» **MATERIAL SUPPLIED**
· · ·

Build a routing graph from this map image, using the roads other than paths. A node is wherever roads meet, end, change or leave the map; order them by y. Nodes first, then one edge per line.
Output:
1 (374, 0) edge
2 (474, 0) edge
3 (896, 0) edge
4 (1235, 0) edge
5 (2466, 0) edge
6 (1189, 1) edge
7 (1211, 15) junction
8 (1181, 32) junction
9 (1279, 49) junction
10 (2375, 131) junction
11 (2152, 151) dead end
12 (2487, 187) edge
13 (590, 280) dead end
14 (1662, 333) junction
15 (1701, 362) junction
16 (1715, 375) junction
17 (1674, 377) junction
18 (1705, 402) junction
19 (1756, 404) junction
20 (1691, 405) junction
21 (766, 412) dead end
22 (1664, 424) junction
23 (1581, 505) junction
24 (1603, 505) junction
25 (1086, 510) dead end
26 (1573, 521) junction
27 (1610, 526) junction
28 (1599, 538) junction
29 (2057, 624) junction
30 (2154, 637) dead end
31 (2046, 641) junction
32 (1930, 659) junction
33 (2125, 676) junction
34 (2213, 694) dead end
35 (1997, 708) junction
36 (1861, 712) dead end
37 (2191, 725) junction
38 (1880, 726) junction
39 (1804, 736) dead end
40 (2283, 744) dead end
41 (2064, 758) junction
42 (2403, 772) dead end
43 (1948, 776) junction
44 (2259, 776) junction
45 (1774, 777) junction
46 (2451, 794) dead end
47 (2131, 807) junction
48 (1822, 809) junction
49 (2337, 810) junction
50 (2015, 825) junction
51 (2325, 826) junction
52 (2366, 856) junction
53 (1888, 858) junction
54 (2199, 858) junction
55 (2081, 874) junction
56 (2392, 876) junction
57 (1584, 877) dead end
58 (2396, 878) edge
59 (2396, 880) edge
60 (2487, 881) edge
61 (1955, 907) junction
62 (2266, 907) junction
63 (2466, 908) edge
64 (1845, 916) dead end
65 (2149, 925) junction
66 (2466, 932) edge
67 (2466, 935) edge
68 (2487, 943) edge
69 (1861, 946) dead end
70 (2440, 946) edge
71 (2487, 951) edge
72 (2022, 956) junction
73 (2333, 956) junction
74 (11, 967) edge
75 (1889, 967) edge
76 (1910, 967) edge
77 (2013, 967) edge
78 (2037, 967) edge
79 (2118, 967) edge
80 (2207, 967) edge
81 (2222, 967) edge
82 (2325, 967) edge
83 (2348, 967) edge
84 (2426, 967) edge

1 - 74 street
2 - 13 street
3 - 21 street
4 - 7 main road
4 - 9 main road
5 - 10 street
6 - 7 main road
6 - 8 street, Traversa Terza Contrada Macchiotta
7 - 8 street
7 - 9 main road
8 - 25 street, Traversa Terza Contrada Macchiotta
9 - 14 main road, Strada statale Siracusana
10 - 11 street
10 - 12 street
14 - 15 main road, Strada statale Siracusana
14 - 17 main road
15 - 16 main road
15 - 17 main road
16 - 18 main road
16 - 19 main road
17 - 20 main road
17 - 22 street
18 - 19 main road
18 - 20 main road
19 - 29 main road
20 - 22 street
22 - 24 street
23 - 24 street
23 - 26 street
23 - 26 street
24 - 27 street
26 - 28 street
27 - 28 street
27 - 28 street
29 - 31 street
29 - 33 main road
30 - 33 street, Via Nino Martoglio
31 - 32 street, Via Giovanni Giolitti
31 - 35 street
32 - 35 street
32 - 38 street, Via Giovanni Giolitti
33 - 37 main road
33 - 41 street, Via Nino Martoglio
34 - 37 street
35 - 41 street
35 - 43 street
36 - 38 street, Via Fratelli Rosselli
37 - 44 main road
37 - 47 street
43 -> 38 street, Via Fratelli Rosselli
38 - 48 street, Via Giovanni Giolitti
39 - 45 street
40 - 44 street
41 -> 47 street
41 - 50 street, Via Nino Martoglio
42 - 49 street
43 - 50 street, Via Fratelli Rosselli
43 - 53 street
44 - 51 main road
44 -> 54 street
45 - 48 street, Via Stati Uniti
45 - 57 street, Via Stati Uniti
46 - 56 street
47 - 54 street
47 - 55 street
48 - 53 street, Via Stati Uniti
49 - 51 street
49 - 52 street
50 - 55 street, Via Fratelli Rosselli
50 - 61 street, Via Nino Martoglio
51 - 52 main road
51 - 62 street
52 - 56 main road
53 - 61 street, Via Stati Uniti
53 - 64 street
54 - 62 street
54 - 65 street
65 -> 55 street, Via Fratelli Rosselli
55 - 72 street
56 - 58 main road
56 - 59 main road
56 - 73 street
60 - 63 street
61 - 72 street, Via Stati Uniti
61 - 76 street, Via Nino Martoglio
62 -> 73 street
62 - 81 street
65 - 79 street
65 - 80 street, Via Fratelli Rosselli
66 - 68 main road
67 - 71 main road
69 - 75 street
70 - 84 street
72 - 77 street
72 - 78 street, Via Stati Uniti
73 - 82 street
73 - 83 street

· · ·

All of the data should be retyped exactly.

» **YOUR RESPONSE**
Build a routing graph from this map image, using the roads other than paths. A node is wherever roads meet, end, change or leave the map; order them by y. Nodes first, then one edge per line.
Output:
1 (374, 0) edge
2 (474, 0) edge
3 (896, 0) edge
4 (1235, 0) edge
5 (2466, 0) edge
6 (1189, 1) edge
7 (1211, 15) junction
8 (1181, 32) junction
9 (1279, 49) junction
10 (2375, 131) junction
11 (2152, 151) dead end
12 (2487, 187) edge
13 (590, 280) dead end
14 (1662, 333) junction
15 (1701, 362) junction
16 (1715, 375) junction
17 (1674, 377) junction
18 (1705, 402) junction
19 (1756, 404) junction
20 (1691, 405) junction
21 (766, 412) dead end
22 (1664, 424) junction
23 (1581, 505) junction
24 (1603, 505) junction
25 (1086, 510) dead end
26 (1573, 521) junction
27 (1610, 526) junction
28 (1599, 538) junction
29 (2057, 624) junction
30 (2154, 637) dead end
31 (2046, 641) junction
32 (1930, 659) junction
33 (2125, 676) junction
34 (2213, 694) dead end
35 (1997, 708) junction
36 (1861, 712) dead end
37 (2191, 725) junction
38 (1880, 726) junction
39 (1804, 736) dead end
40 (2283, 744) dead end
41 (2064, 758) junction
42 (2403, 772) dead end
43 (1948, 776) junction
44 (2259, 776) junction
45 (1774, 777) junction
46 (2451, 794) dead end
47 (2131, 807) junction
48 (1822, 809) junction
49 (2337, 810) junction
50 (2015, 825) junction
51 (2325, 826) junction
52 (2366, 856) junction
53 (1888, 858) junction
54 (2199, 858) junction
55 (2081, 874) junction
56 (2392, 876) junction
57 (1584, 877) dead end
58 (2396, 878) edge
59 (2396, 880) edge
60 (2487, 881) edge
61 (1955, 907) junction
62 (2266, 907) junction
63 (2466, 908) edge
64 (1845, 916) dead end
65 (2149, 925) junction
66 (2466, 932) edge
67 (2466, 935) edge
68 (2487, 943) edge
69 (1861, 946) dead end
70 (2440, 946) edge
71 (2487, 951) edge
72 (2022, 956) junction
73 (2333, 956) junction
74 (11, 967) edge
75 (1889, 967) edge
76 (1910, 967) edge
77 (2013, 967) edge
78 (2037, 967) edge
79 (2118, 967) edge
80 (2207, 967) edge
81 (2222, 967) edge
82 (2325, 967) edge
83 (2348, 967) edge
84 (2426, 967) edge

1 - 74 street
2 - 13 street
3 - 21 street
4 - 7 main road
4 - 9 main road
5 - 10 street
6 - 7 main road
6 - 8 street, Traversa Terza Contrada Macchiotta
7 - 8 street
7 - 9 main road
8 - 25 street, Traversa Terza Contrada Macchiotta
9 - 14 main road, Strada statale Siracusana
10 - 11 street
10 - 12 street
14 - 15 main road, Strada statale Siracusana
14 - 17 main road
15 - 16 main road
15 - 17 main road
16 - 18 main road
16 - 19 main road
17 - 20 main road
17 - 22 street
18 - 19 main road
18 - 20 main road
19 - 29 main road
20 - 22 street
22 - 24 street
23 - 24 street
23 - 26 street
23 - 26 street
24 - 27 street
26 - 28 street
27 - 28 street
27 - 28 street
29 - 31 street
29 - 33 main road
30 - 33 street, Via Nino Martoglio
31 - 32 street, Via Giovanni Giolitti
31 - 35 street
32 - 35 street
32 - 38 street, Via Giovanni Giolitti
33 - 37 main road
33 - 41 street, Via Nino Martoglio
34 - 37 street
35 - 41 street
35 - 43 street
36 - 38 street, Via Fratelli Rosselli
37 - 44 main road
37 - 47 street
43 -> 38 street, Via Fratelli Rosselli
38 - 48 street, Via Giovanni Giolitti
39 - 45 street
40 - 44 street
41 -> 47 street
41 - 50 street, Via Nino Martoglio
42 - 49 street
43 - 50 street, Via Fratelli Rosselli
43 - 53 street
44 - 51 main road
44 -> 54 street
45 - 48 street, Via Stati Uniti
45 - 57 street, Via Stati Uniti
46 - 56 street
47 - 54 street
47 - 55 street
48 - 53 street, Via Stati Uniti
49 - 51 street
49 - 52 street
50 - 55 street, Via Fratelli Rosselli
50 - 61 street, Via Nino Martoglio
51 - 52 main road
51 - 62 street
52 - 56 main road
53 - 61 street, Via Stati Uniti
53 - 64 street
54 - 62 street
54 - 65 street
65 -> 55 street, Via Fratelli Rosselli
55 - 72 street
56 - 58 main road
56 - 59 main road
56 - 73 street
60 - 63 street
61 - 72 street, Via Stati Uniti
61 - 76 street, Via Nino Martoglio
62 -> 73 street
62 - 81 street
65 - 79 street
65 - 80 street, Via Fratelli Rosselli
66 - 68 main road
67 - 71 main road
69 - 75 street
70 - 84 street
72 - 77 street
72 - 78 street, Via Stati Uniti
73 - 82 street
73 - 83 street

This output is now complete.